> **Material provided**:

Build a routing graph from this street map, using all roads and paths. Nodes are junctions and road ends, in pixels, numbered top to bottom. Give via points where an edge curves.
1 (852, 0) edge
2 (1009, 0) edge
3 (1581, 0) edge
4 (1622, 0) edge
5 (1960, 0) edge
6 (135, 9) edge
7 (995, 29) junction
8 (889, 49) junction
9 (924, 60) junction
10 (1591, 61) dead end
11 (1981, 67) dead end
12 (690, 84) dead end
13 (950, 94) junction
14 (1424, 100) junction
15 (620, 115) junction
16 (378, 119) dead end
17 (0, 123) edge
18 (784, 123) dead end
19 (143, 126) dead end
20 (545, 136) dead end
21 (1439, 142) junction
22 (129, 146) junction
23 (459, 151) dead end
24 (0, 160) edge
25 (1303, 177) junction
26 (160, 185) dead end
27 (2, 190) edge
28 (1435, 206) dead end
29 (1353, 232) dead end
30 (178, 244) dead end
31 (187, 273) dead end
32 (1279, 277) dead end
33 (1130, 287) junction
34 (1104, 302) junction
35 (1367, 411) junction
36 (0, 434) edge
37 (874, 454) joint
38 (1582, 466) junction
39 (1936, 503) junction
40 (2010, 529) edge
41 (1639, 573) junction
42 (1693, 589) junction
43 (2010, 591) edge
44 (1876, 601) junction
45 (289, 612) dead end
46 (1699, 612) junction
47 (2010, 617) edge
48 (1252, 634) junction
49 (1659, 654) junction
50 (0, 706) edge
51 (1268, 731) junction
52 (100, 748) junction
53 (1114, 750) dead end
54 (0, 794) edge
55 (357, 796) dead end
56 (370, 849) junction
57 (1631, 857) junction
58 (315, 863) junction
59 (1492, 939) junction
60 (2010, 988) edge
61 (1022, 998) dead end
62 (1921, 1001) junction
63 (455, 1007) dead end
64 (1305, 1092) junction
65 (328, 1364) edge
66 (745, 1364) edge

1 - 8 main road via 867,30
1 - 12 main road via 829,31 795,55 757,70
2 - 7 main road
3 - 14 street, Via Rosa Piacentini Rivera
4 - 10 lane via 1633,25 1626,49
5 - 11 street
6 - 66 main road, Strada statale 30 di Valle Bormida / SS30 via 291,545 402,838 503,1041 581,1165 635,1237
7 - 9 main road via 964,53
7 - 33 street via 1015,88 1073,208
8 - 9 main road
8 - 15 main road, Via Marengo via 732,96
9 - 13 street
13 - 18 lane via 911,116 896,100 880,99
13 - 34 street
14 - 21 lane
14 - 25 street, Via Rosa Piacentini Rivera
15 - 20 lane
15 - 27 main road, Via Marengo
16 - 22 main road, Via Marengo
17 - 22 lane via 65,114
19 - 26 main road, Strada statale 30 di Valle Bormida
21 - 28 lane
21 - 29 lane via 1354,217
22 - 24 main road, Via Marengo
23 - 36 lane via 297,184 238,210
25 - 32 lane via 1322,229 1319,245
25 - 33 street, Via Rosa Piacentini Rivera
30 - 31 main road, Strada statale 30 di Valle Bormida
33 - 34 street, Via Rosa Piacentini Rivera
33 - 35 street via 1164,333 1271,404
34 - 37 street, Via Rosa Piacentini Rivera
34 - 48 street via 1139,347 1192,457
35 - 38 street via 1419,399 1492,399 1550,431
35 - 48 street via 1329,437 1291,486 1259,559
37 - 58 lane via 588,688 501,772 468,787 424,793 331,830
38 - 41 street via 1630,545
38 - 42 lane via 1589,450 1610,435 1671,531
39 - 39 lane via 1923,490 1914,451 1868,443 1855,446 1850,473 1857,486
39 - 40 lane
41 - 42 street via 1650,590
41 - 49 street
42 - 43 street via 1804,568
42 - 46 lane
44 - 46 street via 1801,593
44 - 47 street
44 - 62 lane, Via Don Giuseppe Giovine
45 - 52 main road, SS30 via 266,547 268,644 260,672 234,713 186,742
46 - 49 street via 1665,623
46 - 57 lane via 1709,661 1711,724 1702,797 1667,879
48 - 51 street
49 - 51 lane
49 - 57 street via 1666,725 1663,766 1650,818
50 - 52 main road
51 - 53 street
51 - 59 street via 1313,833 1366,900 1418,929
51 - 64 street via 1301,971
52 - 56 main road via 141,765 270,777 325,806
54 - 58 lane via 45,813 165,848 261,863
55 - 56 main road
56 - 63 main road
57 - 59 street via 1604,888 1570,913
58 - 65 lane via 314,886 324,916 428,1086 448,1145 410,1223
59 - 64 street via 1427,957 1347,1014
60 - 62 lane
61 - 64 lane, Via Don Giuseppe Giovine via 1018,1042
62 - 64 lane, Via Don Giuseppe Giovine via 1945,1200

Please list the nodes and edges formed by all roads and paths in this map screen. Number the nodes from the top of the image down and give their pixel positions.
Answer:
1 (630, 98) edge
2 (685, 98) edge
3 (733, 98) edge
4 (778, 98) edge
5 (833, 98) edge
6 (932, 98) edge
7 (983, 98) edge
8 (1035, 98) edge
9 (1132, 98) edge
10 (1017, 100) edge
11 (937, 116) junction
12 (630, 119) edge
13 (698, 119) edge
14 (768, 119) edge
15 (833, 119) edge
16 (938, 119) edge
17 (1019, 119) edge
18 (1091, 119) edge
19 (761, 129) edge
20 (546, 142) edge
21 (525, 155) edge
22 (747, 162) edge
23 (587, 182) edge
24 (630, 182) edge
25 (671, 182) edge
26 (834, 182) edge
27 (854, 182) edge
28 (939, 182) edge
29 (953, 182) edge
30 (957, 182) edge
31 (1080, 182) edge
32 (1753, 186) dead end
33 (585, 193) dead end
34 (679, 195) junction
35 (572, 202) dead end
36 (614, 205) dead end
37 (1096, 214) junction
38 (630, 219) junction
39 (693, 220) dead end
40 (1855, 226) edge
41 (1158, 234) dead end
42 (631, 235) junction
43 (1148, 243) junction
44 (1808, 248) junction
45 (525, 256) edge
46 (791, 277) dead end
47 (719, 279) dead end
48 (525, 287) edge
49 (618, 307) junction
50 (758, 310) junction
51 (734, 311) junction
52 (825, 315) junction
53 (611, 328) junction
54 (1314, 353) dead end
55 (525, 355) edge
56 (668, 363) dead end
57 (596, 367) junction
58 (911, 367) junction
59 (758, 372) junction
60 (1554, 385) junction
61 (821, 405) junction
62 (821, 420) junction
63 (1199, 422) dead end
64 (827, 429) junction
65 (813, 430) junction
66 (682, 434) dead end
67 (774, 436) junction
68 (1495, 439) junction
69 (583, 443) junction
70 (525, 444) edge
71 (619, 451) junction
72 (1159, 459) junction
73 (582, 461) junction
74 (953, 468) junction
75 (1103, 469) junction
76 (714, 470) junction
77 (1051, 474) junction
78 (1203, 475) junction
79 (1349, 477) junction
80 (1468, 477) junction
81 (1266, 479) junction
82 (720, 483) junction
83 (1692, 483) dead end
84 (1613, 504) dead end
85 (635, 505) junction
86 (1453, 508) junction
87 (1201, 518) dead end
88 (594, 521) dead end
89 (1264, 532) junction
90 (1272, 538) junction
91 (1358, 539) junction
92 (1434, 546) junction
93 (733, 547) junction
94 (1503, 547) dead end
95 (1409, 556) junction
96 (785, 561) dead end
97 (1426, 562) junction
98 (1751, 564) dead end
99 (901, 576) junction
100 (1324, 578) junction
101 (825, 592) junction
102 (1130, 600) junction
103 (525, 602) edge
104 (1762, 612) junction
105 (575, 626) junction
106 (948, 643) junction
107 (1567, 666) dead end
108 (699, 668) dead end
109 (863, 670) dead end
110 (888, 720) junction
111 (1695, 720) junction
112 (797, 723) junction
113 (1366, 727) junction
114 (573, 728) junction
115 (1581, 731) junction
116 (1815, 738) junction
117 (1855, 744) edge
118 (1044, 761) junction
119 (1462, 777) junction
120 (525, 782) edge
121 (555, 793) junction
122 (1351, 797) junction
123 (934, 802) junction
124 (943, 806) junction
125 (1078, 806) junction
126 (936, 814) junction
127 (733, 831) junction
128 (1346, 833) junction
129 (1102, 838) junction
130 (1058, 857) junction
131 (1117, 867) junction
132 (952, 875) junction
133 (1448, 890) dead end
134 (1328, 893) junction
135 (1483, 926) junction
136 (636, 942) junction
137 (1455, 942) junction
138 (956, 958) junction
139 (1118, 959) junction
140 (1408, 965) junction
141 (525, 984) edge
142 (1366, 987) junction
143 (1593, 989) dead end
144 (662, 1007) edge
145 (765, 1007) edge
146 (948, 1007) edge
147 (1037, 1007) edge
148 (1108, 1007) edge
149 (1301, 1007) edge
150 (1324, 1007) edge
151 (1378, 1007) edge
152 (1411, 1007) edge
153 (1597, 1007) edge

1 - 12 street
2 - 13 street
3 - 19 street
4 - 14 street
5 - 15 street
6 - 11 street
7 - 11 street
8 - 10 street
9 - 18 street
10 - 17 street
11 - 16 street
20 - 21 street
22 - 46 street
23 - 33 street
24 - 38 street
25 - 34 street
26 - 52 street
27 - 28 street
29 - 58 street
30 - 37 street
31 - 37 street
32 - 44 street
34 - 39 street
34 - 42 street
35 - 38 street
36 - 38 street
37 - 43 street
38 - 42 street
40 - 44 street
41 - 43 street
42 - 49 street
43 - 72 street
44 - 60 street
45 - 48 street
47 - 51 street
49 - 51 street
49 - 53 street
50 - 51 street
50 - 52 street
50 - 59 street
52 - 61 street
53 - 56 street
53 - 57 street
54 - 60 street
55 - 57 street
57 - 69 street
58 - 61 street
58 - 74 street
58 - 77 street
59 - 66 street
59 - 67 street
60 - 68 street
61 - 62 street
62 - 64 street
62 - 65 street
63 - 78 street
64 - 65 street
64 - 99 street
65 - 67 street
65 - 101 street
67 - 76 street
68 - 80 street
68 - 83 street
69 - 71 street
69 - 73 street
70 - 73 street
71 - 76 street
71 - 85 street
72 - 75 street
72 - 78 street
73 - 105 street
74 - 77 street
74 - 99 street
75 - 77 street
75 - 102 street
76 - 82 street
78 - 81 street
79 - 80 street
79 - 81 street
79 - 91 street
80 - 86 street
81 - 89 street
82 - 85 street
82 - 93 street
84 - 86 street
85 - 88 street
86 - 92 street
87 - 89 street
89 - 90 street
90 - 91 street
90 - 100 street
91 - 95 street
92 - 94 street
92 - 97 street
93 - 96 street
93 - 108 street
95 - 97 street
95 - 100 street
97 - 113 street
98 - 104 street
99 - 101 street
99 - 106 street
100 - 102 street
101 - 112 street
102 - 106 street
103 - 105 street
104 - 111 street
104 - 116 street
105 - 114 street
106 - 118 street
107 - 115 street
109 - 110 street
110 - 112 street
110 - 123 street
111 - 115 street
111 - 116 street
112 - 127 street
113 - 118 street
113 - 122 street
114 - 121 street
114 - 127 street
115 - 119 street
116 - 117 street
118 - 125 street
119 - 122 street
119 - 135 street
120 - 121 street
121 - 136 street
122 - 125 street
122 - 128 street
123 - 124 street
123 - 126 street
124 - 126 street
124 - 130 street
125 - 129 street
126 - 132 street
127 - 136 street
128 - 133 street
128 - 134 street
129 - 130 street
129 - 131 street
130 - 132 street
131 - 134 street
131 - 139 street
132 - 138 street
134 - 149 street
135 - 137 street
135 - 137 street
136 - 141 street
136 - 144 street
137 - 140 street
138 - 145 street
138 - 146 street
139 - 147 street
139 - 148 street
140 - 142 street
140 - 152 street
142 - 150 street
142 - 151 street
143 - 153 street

> **How to complete this task**: Copy each line from the data above that includes "Valle".

> **Reply to the exercise**:
6 - 66 main road, Strada statale 30 di Valle Bormida / SS30 via 291,545 402,838 503,1041 581,1165 635,1237
19 - 26 main road, Strada statale 30 di Valle Bormida
30 - 31 main road, Strada statale 30 di Valle Bormida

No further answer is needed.